## Task
Please report every line in the entries that contains the string "Saint".

____________________

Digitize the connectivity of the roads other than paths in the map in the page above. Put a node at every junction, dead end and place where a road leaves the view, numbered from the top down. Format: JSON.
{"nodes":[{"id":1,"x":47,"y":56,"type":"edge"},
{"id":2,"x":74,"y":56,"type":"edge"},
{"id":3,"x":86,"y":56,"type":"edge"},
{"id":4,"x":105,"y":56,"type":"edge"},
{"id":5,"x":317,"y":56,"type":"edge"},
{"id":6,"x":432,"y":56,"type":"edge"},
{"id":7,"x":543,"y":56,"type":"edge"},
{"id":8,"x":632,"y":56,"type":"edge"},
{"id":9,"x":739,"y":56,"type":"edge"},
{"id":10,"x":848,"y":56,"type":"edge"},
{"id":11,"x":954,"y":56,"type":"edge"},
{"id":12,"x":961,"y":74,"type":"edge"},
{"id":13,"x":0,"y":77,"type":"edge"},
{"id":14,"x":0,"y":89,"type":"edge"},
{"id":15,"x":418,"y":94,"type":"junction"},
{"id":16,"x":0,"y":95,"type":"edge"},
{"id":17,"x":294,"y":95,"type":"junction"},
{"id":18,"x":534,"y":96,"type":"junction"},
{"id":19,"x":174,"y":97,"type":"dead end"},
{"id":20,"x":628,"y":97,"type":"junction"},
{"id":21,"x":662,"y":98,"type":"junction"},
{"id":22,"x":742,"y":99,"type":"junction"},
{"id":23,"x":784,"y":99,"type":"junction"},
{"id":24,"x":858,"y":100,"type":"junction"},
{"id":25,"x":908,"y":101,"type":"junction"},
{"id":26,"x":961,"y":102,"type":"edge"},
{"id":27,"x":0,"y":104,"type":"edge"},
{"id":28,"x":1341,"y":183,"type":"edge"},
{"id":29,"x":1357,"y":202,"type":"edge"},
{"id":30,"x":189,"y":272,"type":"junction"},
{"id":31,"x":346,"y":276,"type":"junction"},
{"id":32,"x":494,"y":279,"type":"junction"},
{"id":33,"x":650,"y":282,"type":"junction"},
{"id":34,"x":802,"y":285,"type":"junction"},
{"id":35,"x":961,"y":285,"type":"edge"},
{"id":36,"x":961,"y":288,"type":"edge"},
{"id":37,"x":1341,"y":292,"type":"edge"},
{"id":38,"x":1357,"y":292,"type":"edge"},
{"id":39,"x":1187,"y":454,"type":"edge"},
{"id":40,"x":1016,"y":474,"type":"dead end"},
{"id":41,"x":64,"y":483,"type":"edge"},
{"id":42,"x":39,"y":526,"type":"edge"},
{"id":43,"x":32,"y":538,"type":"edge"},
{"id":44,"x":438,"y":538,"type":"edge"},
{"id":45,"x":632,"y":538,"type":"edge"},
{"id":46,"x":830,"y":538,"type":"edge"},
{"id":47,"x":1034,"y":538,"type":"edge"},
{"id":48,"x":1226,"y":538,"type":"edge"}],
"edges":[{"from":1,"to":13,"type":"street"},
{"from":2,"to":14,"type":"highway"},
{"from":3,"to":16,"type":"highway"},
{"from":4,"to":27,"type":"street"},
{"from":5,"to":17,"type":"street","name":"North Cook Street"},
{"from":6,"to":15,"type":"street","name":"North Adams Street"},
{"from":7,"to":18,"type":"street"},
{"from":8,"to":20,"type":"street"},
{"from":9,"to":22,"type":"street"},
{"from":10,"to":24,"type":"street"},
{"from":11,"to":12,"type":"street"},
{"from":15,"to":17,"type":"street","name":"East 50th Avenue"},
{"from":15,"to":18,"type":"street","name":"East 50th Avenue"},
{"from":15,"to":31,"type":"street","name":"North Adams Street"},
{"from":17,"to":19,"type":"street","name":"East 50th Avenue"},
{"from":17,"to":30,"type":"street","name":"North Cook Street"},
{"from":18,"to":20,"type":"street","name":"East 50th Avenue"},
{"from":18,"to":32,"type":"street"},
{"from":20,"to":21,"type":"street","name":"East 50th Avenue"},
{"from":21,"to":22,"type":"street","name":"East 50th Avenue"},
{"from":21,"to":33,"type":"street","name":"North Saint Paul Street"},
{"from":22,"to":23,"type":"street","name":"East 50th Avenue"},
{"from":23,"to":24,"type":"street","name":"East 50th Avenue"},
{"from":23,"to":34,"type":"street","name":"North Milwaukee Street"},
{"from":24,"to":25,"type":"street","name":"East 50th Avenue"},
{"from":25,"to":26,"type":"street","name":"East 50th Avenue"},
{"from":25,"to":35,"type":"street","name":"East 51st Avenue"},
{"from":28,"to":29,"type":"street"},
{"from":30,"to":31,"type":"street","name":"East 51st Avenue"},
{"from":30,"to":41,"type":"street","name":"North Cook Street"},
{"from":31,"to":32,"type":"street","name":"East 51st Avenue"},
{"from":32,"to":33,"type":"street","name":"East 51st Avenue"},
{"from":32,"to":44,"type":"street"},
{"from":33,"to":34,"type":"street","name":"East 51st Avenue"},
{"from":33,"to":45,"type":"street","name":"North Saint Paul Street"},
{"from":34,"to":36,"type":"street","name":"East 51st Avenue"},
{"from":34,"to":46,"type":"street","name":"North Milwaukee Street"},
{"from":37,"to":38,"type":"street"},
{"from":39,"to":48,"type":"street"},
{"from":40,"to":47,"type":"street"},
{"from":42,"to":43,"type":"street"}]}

____________________

## Response to the exercise
{"from":21,"to":33,"type":"street","name":"North Saint Paul Street"},
{"from":33,"to":45,"type":"street","name":"North Saint Paul Street"},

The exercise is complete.